She sat still on the couch, and the glittering light of a transporter beam left behind the most beautiful thing she’d ever seen against the wall.
In the water tank, a strange, colorful, ghostly creature peaked out from behind a bit of rock, one, then two, then four, then eight appendages wibbly-wobbling awkwardly around in the water as if just as stunned by the suddenness of its new surroundings as Tori was by the creature in her space. She lit up, pointing at it with a tiny finger.
Tori: Mamma! Look!
Mom laughed a soft spring shower that washed away all the fury Tori felt earlier.
Amelia: :: A big smile :: Yes, my heart, I know!
Tori felt her mom pick her up so she could see better the weird little alien inhabiting their space. She looked into the tank, transfixed. It was probably the most still she'd sat in her entire waking life, just watching the thing float around.
Amelia: Can you say Baba Yaga?
Tori: :: Tentatively :: Ba-ba Ba-ba!
Mom laughed again, hugging Tori tightly against her.
Amelia: Would you like Baba Yaga to stay with us for a while?
Tori: :: Enthusiastically :: Ba-ba Ba-ba!
An emphatic yes.
The little aquatic ghost whooshed behind the rock at the sound, and Tori looked up at her mom with huge eyes.
Amelia: :: A chuckle :: Hush!

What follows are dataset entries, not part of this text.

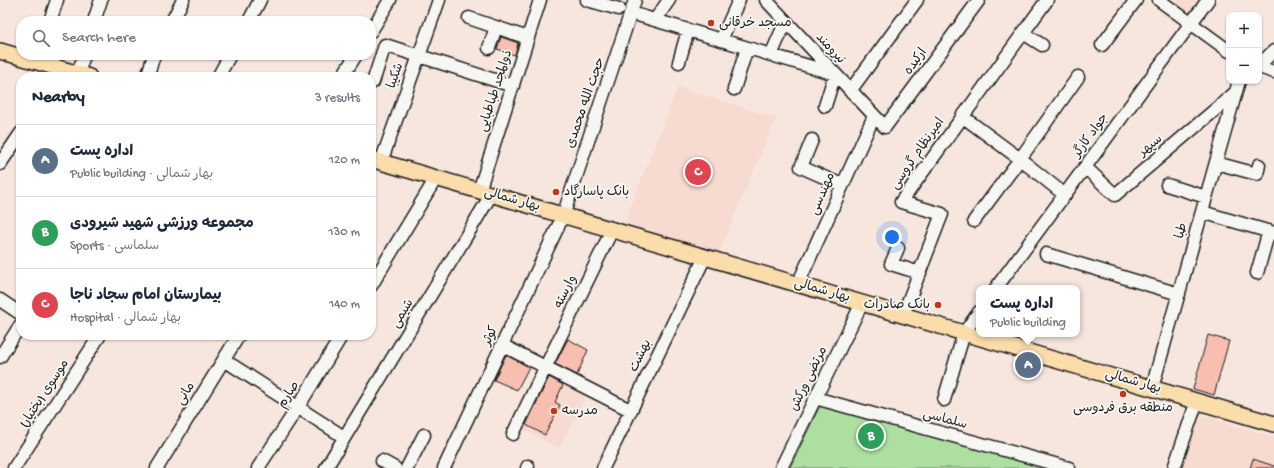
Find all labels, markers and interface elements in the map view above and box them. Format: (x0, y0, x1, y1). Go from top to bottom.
map controls (1226, 12, 1262, 84)
button: + (1226, 12, 1262, 48)
search box (16, 16, 376, 60)
place label: مسجد خرقانی (719, 16, 792, 31)
marker: مسجد خرقانی (706, 18, 716, 28)
icon: search (30, 27, 52, 49)
text: Search here (62, 29, 136, 47)
street label: نیرومند (812, 30, 848, 68)
street label: ارکیده (901, 46, 931, 78)
street label: ذوالمجد طباطبایی (476, 48, 516, 134)
button: − (1226, 48, 1262, 84)
street label: حجت الله محمدی (563, 56, 609, 150)
street label: شکیبا (384, 61, 408, 91)
text: Nearby (32, 88, 85, 108)
text: 3 results (315, 91, 360, 106)
street label: جواد کارگر (1068, 110, 1112, 162)
street label: امیرنظام گروسی (886, 114, 949, 193)
street label: سپهر (1135, 132, 1166, 161)
text: اداره پست (70, 143, 133, 161)
text: A (41, 153, 49, 168)
text: 120 m (329, 153, 360, 168)
pin: C (685, 157, 711, 187)
text: Public building · بهار شمالی (70, 167, 213, 182)
street label: مهندسی (807, 170, 839, 218)
place label: بانک پاسارگاد (564, 183, 629, 200)
street label: بهار شمالی (482, 185, 542, 215)
marker: بانک پاسارگاد (551, 187, 561, 197)
text: مجموعه ورزشی شهید شیرودی (70, 215, 254, 233)
street label: طبا (1173, 221, 1191, 241)
text: B (42, 225, 48, 240)
text: 130 m (328, 225, 360, 240)
your location (882, 227, 902, 247)
text: Sports · سلماسی (70, 239, 159, 254)
street label: وارسته (552, 273, 580, 311)
street label: بهار شمالی (792, 276, 852, 306)
popup (976, 285, 1080, 337)
text: بیمارستان امام سجاد ناجا (70, 287, 222, 305)
text: اداره پست (990, 296, 1053, 314)
text: C (41, 297, 49, 312)
text: 140 m (329, 297, 360, 312)
street label: شیمی (389, 297, 417, 331)
place label: بانک صادرات (864, 297, 930, 313)
marker: بانک صادرات (933, 300, 943, 310)
text: Hospital · بهار شمالی (70, 311, 181, 326)
text: Public building (990, 316, 1066, 331)
street label: کوثر (480, 323, 502, 349)
street label: بهشت (627, 337, 655, 375)
street label: مرتضی ورکش (787, 344, 831, 414)
pin: A (1015, 350, 1041, 380)
street label: موسوی (بختیار) (17, 357, 73, 431)
street label: بهار شمالی (1103, 367, 1163, 397)
street label: صارم (275, 379, 304, 412)
street label: مانی (173, 380, 199, 408)
marker: منطقه برق فردوسی (1118, 389, 1128, 399)
place label: منطقه برق فردوسی (1073, 401, 1173, 416)
place label: مدرسه (562, 404, 598, 419)
marker: مدرسه (549, 406, 559, 416)
street label: سلماسی (921, 407, 969, 433)
pin: B (858, 421, 884, 451)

Softly, my heart.
Tori: :: Softer :: Ba-ba Ba-ba?
The creature crept back out, one colorful little dextrous arm at a time, and Tori was mesmerized to silence by the otherworldly, rippling movements it made. She'd never been so willing to sit so still for anyone or anything else. The sensation of her mother's smile draped over her like a warm, fuzzy blanket.
Amelia: Someday, I'll teach you how to feel everything they feel. To understand the world as they do. Would you like that?
Tori just nodded, her eyes never leaving the mercurial little creature staring back at her with curious black eyes, drawing a little path of bubbles.
And someday, mom did.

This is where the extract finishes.